Во время пятничного обхода Ольга Николаевна сообщила, что в понедельник, во время совместного обхода с заведующим отделением, они решат вопрос о выписке Полянского на амбулаторное лечение. Сама она планировала выписать его в среду. Если, конечно, не произойдет ничего экстраординарного.
– Доброе утро всем! Ну как, уже научился бегать на костылях? – спросил Данилов, заходя в палату.
– Доброе утро, – ответил сосед-профессор, на секунду отрываясь от газеты.
– Привет! – улыбнулся Полянский. – Со вчерашнего дня никаких изменений. Спал, как суслик.
– Ты здесь набрал килограммов восемь, – оценил Данилов. – На казенных харчах.

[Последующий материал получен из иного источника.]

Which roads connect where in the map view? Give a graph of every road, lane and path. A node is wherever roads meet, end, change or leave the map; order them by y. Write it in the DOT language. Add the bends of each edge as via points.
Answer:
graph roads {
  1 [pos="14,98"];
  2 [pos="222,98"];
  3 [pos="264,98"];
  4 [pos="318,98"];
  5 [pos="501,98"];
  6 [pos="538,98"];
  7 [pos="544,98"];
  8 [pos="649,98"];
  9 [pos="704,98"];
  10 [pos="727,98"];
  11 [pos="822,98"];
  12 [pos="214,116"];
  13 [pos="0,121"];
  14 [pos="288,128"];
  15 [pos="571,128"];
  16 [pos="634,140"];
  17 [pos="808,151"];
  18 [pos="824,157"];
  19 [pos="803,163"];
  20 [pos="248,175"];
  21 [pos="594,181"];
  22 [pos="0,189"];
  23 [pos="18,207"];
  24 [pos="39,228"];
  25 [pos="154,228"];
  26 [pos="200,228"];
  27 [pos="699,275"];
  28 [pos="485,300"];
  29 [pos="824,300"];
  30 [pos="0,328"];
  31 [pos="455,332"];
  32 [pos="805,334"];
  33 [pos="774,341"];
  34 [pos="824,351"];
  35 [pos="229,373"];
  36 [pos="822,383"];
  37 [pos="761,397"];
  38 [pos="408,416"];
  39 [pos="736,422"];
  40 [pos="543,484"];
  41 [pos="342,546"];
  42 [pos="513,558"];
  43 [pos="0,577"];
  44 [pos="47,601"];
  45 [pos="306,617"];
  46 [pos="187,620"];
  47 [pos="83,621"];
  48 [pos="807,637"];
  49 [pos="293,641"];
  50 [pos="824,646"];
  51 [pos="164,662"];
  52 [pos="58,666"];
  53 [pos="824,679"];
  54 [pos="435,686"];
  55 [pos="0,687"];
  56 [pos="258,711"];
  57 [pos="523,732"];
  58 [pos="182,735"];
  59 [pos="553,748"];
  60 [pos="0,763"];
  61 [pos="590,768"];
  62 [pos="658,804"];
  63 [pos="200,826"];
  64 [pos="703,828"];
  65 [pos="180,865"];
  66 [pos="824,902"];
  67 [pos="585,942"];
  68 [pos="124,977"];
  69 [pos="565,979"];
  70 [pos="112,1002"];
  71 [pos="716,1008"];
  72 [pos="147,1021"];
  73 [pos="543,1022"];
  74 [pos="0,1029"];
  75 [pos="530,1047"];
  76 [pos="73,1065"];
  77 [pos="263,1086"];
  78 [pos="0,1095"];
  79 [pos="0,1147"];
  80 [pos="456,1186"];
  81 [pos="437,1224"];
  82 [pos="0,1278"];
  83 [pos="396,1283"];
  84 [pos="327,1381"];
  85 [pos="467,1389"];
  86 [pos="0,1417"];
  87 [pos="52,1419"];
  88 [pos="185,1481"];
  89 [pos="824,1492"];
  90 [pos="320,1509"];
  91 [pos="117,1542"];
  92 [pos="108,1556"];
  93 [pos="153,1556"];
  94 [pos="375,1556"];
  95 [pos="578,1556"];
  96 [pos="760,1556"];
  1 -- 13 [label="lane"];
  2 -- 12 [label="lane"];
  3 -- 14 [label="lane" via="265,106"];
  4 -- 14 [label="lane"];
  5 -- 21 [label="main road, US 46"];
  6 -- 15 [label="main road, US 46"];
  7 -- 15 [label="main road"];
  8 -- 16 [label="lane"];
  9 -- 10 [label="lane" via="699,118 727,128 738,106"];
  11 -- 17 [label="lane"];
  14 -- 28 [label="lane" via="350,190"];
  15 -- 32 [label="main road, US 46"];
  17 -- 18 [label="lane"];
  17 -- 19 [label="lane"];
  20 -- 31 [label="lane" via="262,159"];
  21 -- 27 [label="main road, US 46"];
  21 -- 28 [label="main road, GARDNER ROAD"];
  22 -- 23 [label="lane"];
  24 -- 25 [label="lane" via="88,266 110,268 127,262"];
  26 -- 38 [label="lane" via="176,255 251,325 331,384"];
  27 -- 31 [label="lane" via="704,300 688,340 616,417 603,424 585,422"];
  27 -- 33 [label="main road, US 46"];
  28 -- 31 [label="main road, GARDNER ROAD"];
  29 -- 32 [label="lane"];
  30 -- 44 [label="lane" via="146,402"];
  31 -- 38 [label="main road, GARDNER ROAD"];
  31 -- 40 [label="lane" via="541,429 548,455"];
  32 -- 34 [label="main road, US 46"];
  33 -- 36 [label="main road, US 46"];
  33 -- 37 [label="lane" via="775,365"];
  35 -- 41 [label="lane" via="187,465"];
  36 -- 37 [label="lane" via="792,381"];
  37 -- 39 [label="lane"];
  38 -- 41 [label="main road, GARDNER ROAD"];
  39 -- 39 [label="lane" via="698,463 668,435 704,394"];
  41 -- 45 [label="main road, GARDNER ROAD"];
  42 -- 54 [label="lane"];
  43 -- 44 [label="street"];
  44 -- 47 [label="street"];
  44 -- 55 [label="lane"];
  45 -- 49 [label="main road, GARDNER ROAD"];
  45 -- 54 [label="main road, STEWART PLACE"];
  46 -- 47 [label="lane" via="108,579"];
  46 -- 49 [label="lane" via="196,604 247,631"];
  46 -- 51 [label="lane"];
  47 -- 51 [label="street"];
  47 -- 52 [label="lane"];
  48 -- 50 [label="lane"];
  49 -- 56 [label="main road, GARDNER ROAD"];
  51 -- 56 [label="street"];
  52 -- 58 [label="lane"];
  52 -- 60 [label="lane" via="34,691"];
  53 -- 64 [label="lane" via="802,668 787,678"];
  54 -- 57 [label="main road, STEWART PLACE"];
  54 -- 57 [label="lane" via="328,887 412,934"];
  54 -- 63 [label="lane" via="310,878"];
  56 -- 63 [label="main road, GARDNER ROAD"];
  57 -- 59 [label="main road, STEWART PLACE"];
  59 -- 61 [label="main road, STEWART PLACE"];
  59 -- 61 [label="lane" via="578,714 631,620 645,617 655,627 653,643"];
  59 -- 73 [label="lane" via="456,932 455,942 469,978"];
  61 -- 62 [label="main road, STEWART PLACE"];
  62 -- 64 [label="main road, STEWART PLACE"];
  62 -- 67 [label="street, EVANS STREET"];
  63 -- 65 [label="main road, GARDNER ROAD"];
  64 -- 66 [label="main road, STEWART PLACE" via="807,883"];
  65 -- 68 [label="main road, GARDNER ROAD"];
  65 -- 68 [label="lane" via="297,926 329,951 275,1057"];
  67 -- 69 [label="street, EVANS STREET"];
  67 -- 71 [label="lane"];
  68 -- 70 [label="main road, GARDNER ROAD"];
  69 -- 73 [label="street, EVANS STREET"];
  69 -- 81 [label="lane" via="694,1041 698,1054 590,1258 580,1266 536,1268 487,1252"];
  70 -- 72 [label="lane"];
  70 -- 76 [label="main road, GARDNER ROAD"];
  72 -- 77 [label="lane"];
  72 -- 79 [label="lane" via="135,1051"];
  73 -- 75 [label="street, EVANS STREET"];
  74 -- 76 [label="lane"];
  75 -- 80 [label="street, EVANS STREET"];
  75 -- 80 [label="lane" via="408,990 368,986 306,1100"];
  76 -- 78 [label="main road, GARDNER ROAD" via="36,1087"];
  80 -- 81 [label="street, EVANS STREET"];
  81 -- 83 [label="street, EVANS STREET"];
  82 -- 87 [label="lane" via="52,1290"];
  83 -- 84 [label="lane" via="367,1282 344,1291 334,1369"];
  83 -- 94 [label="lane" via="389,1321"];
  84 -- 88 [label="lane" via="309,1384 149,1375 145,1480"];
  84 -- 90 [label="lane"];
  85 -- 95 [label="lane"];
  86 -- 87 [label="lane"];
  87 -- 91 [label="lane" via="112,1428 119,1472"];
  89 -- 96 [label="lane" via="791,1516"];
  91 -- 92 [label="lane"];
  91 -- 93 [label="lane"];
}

– На казенных ничего не наберешь, наоборот – потеряешь. Это меня Катя кормит. Приносит каждый день кучу еды и очень расстраивается, если я чего-то не съедаю. Она такая заботливая.
– Ах ты мой маленький лялечка! Как же о тебе, таком бедненьком и несчастненьком Буратино, не заботиться? Как же не скрасить котлеткой твое страдание?
– Я прошу простить меня за вмешательство в вашу беседу, – сказал профессор, – но вы напрасно иронизируете по поводу котлет, которые готовит Катя. Мне посчастливилось попробовать разные варианты – куриные, рыбные и из телятины, и могу вас заверить, что это настоящий кулинарный шедевр. А какие у нее пирожки!
– Как она только успевает, работая и ежедневно просиживая по нескольку часов около тебя, еще и пирожки печь? – удивился Данилов.
– Любовь толкает еще и не на такие жертвы, – назидательно заметил Полянский.